Vergleichsweise früh startet der fünfte Tag auf Gran Canaria. Um halb 9 geht es in Richtung Frühstücksbuffet. Die See ist immer noch sehr rau und es ist sehr windig. Bei Sonnenschein starten wir mit dem Auto nach San Bartolomé de Tirajana wo die heutige Tour starten soll. Die Berge sind heute wolkenverhangen und je weiter wir uns den Berg hinaufschrauben, desto nasser wird die Straße. Kurz nach Fataga beginnt es zu regnen – dafür bin ich nicht in den Urlaub geflogen…

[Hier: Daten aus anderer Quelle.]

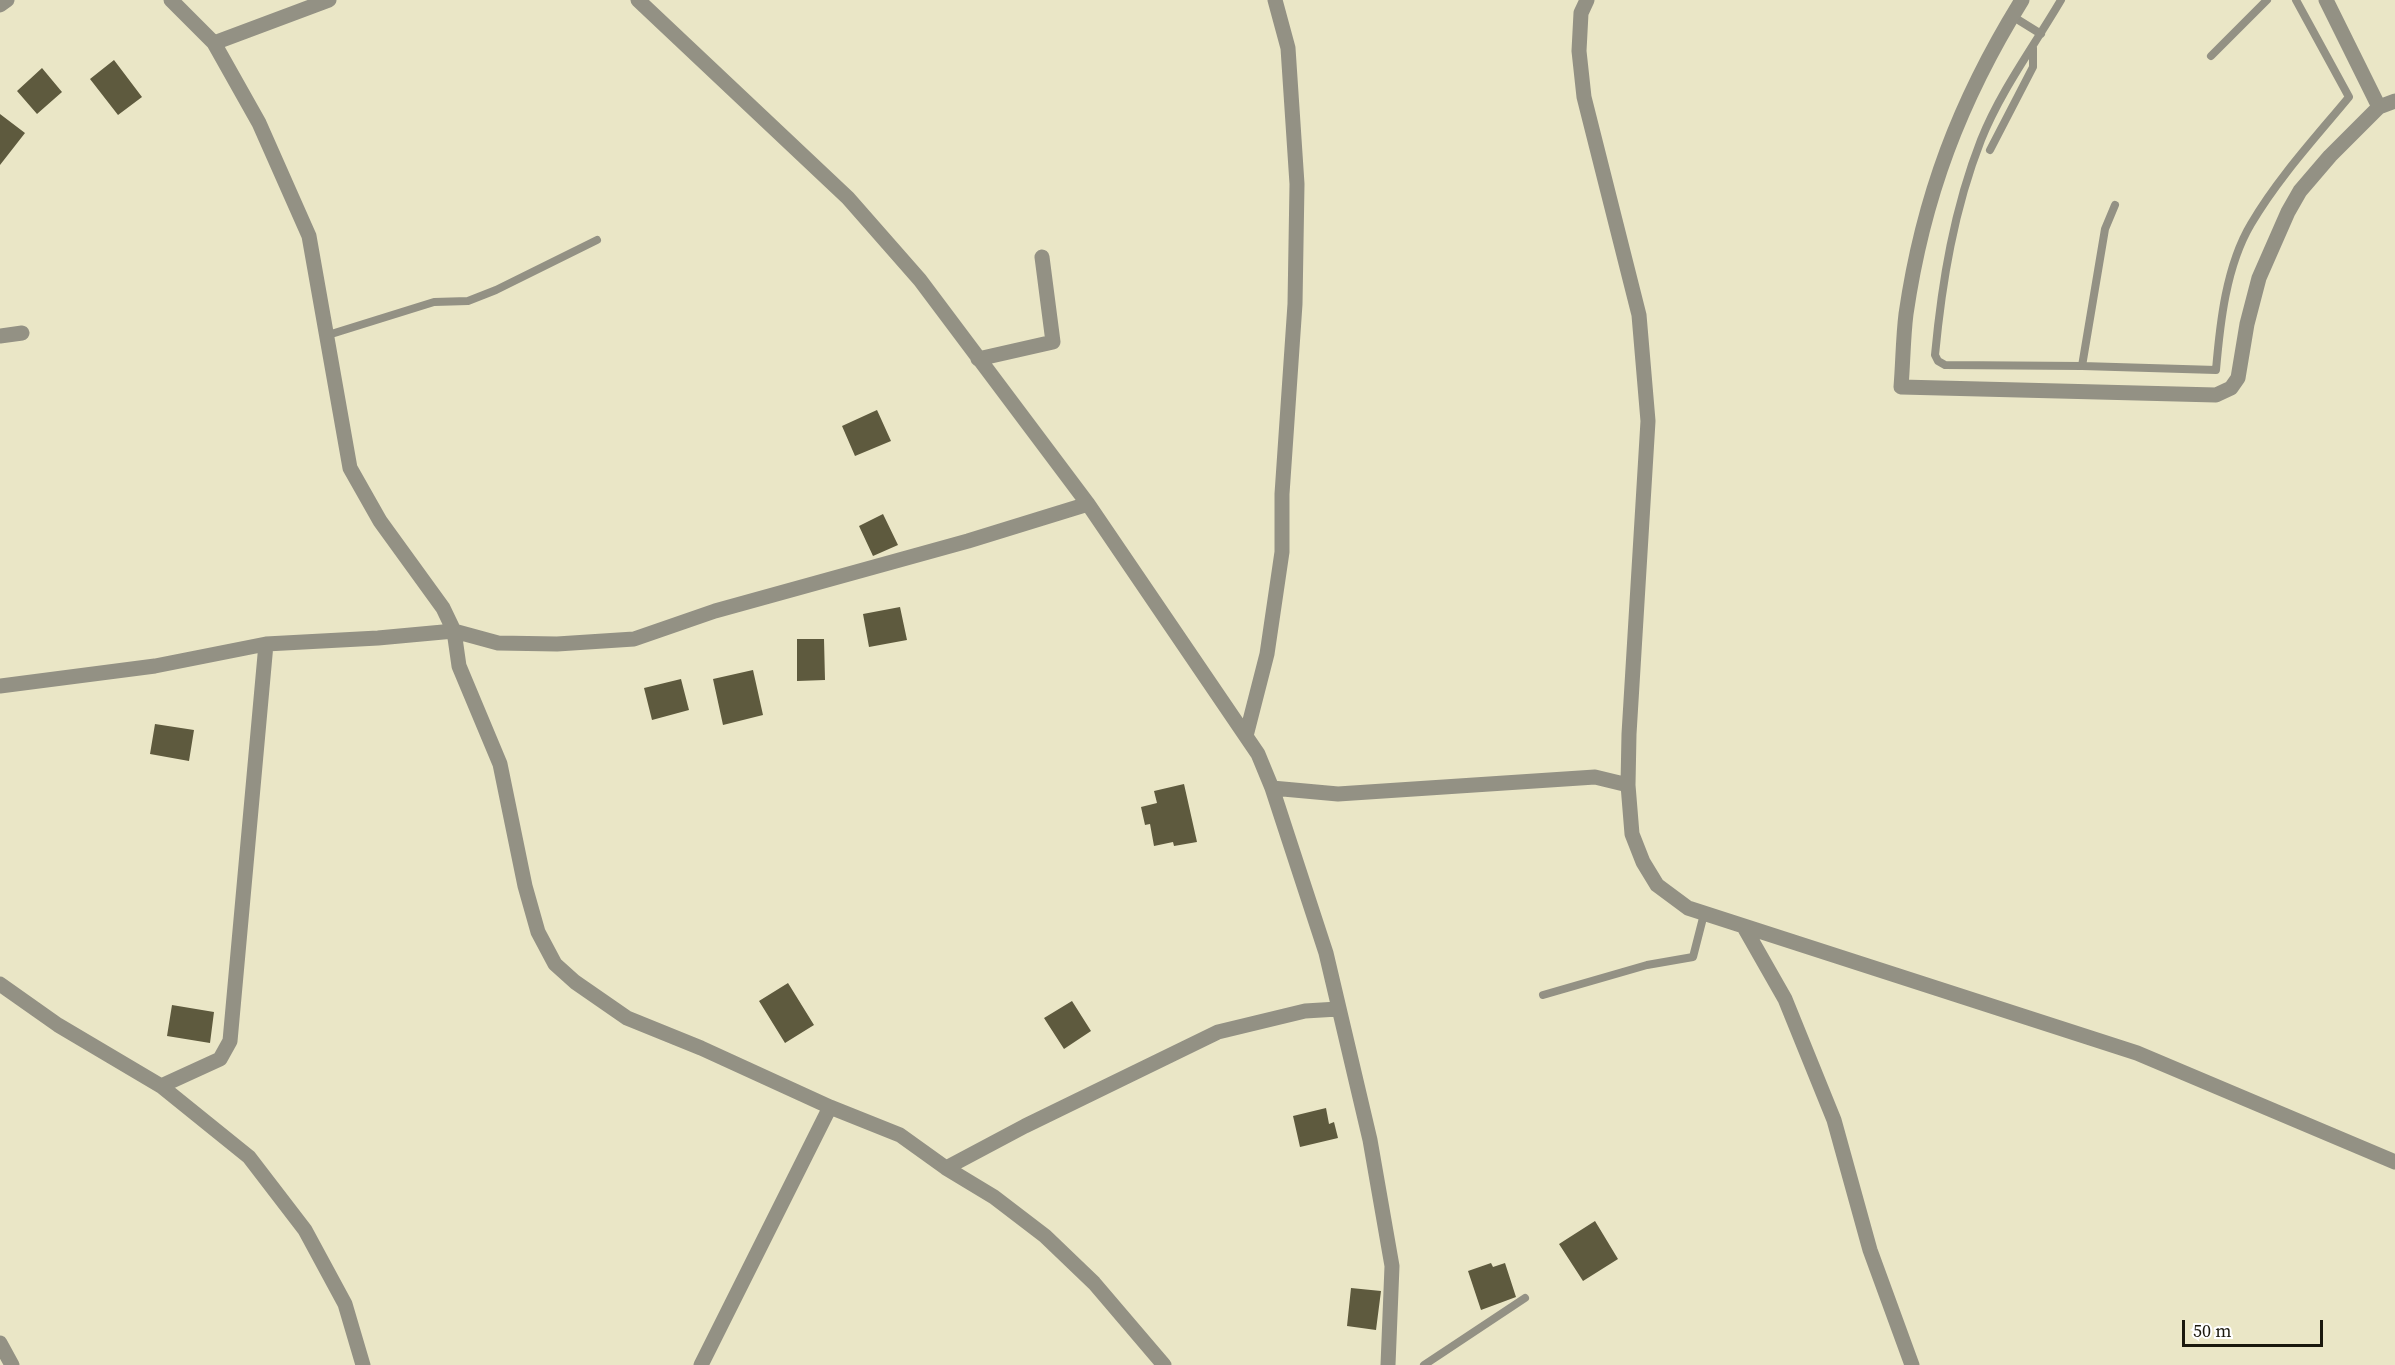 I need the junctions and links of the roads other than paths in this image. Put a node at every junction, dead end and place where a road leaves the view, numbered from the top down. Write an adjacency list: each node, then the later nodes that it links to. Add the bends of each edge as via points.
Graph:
1 (7, 0): 12 (street)
2 (171, 0): 15 (street)
3 (329, 0): 15 (street)
4 (638, 0): 27 (street, via 848,198 920,280)
5 (1275, 0): 33 (street, via 1288,48 1298,184 1295,304 1282,494 1282,552 1267,654)
6 (1587, 0): 34 (street, via 1581,13 1579,51 1584,98 1639,315 1648,421)
7 (2022, 0): 13 (street)
8 (2061, 0): 14 (lane)
9 (2267, 0): 17 (lane)
10 (2296, 0): 28 (lane, via 2349,97 2279,182 2250,226 2231,273 2220,321 2216,370)
11 (2326, 0): 19 (street)
12 (0, 5)
13 (2012, 16): 14 (lane); 19 (street, via 1971,90 1934,188 1906,316 1901,387 2204,395 2227,392 2238,378 2259,278 2288,212 2330,156)
14 (2041, 34): 16 (lane)
15 (214, 43): 25 (street, via 259,123 309,236)
16 (2033, 46): 20 (lane, via 2033,67); 28 (lane, via 1982,138 1956,218 1935,355 1945,365)
17 (2211, 56)
18 (2395, 101): 19 (street)
19 (2379, 107)
20 (1990, 150)
21 (2115, 205): 28 (lane, via 2105,229)
22 (597, 240): 25 (lane, via 468,301 434,302)
23 (1042, 257): 27 (street, via 1053,342)
24 (22, 333): 26 (street)
25 (327, 335): 30 (street, via 350,468 380,521 443,608)
26 (0, 336)
27 (978, 360): 29 (street)
28 (2082, 366)
29 (1088, 504): 30 (street, via 715,611 634,639 498,643); 33 (street)
30 (454, 631): 31 (street); 42 (street, via 459,666 500,764 538,932 555,964 627,1018)
31 (266, 644): 32 (street, via 155,666); 41 (street, via 230,1041 220,1059)
32 (0, 686)
33 (1246, 736): 35 (street)
34 (1628, 785): 35 (street, via 1595,777 1338,794); 36 (street, via 1632,834 1657,885 1688,908)
35 (1272, 788): 40 (street, via 1326,953)
36 (1704, 914): 37 (street); 39 (lane, via 1693,957)
37 (1744, 927): 43 (street, via 2137,1053); 53 (street, via 1785,999 1834,1120 1870,1250)
38 (0, 984): 41 (street, via 58,1025)
39 (1543, 995)
40 (1338, 1009): 44 (street, via 1305,1011 1218,1032); 51 (street, via 1370,1140 1392,1266)
41 (161, 1086): 48 (street, via 249,1157 305,1230 345,1304)
42 (830, 1107): 44 (street, via 900,1135); 49 (street)
43 (2395, 1162)
44 (946, 1168): 50 (street, via 994,1197 1045,1236 1094,1283)
45 (1525, 1298): 52 (lane)
46 (0, 1342): 47 (street)
47 (12, 1365)
48 (363, 1365)
49 (701, 1365)
50 (1164, 1365)
51 (1388, 1365)
52 (1424, 1365)
53 (1912, 1365) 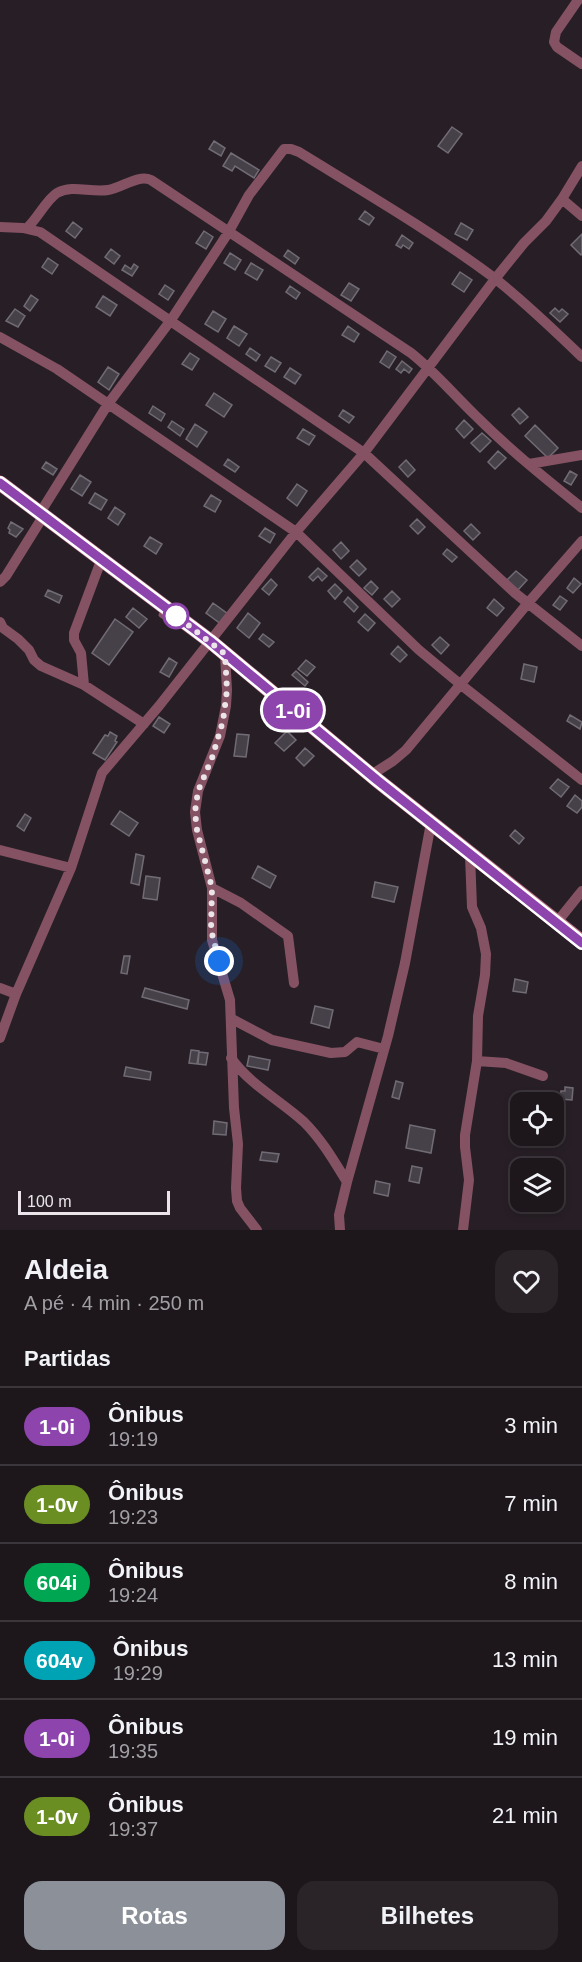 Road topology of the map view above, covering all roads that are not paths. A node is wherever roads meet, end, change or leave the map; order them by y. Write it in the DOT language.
graph roads {
  1 [pos="578,0"];
  2 [pos="582,64"];
  3 [pos="582,166"];
  4 [pos="562,199"];
  5 [pos="582,216"];
  6 [pos="0,227"];
  7 [pos="27,228"];
  8 [pos="228,232"];
  9 [pos="495,279"];
  10 [pos="171,320"];
  11 [pos="0,337"];
  12 [pos="582,357"];
  13 [pos="429,368"];
  14 [pos="108,404"];
  15 [pos="364,453"];
  16 [pos="582,455"];
  17 [pos="529,464"];
  18 [pos="0,483"];
  19 [pos="582,508"];
  20 [pos="42,514"];
  21 [pos="296,532"];
  22 [pos="582,541"];
  23 [pos="102,558"];
  24 [pos="0,582"];
  25 [pos="528,603"];
  26 [pos="0,622"];
  27 [pos="210,641"];
  28 [pos="582,646"];
  29 [pos="225,654"];
  30 [pos="460,684"];
  31 [pos="84,685"];
  32 [pos="144,724"];
  33 [pos="371,775"];
  34 [pos="582,780"];
  35 [pos="431,823"];
  36 [pos="0,850"];
  37 [pos="470,855"];
  38 [pos="71,868"];
  39 [pos="212,888"];
  40 [pos="582,891"];
  41 [pos="557,922"];
  42 [pos="582,942"];
  43 [pos="294,983"];
  44 [pos="0,988"];
  45 [pos="16,994"];
  46 [pos="232,1019"];
  47 [pos="0,1038"];
  48 [pos="384,1049"];
  49 [pos="231,1058"];
  50 [pos="477,1061"];
  51 [pos="543,1076"];
  52 [pos="347,1182"];
  53 [pos="257,1230"];
  54 [pos="340,1230"];
  55 [pos="463,1230"];
  1 -- 2 [label="street"];
  3 -- 4 [label="street"];
  4 -- 5 [label="street"];
  4 -- 9 [label="street"];
  6 -- 7 [label="street"];
  7 -- 8 [label="street"];
  7 -- 10 [label="street"];
  8 -- 9 [label="street"];
  8 -- 10 [label="street"];
  8 -- 13 [label="street"];
  9 -- 12 [label="street"];
  9 -- 13 [label="street"];
  10 -- 14 [label="street"];
  10 -- 15 [label="street"];
  11 -- 14 [label="street"];
  13 -- 15 [label="street"];
  13 -- 17 [label="street"];
  14 -- 20 [label="street"];
  14 -- 21 [label="street"];
  15 -- 21 [label="street"];
  15 -- 25 [label="street"];
  16 -- 17 [label="street"];
  17 -- 19 [label="street"];
  18 -- 20 [label="street"];
  20 -- 23 [label="street"];
  20 -- 24 [label="street"];
  21 -- 27 [label="street"];
  21 -- 30 [label="street"];
  22 -- 25 [label="street"];
  23 -- 27 [label="street"];
  23 -- 31 [label="street"];
  25 -- 28 [label="street"];
  25 -- 30 [label="street"];
  26 -- 31 [label="street"];
  27 -- 29 [label="street"];
  27 -- 32 [label="street"];
  29 -- 33 [label="street"];
  29 -- 39 [label="street"];
  30 -- 33 [label="street"];
  30 -- 34 [label="street"];
  31 -- 32 [label="street"];
  32 -- 38 [label="street"];
  33 -- 35 [label="street"];
  35 -- 37 [label="street"];
  35 -- 48 [label="street"];
  36 -- 38 [label="street"];
  37 -- 41 [label="street"];
  37 -- 50 [label="street"];
  38 -- 45 [label="street"];
  39 -- 43 [label="street"];
  39 -- 46 [label="street"];
  40 -- 41 [label="street"];
  41 -- 42 [label="street"];
  44 -- 45 [label="street"];
  45 -- 47 [label="street"];
  46 -- 48 [label="street"];
  46 -- 49 [label="street"];
  48 -- 52 [label="street"];
  49 -- 52 [label="street"];
  49 -- 53 [label="street"];
  50 -- 51 [label="street"];
  50 -- 55 [label="street"];
  52 -- 54 [label="street"];
}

Also wir unsere Bikes in San Bartolomé ausladen, gelingt der Sonne immer mal wieder kurz der Durchbruch durch die Wolkendecke. Vielleicht haben wir ja doch noch Glück und die Regenjacke kann im Rucksack bleiben.  Aber irgendwie meint der Wettergott es nicht wirklich gut mit uns und wir beginnen die Auffahrt in Richtung Cruz Grande mit Regenjacke. Das freut den Sonnenbrand – Bike und Biker sind davon aber weniger begeistert. Noch haben wir die Hoffnung aber nicht aufgegeben. Das Spiel aus Sonne und Wolken ergibt ein wunderschönes Bergpanorama.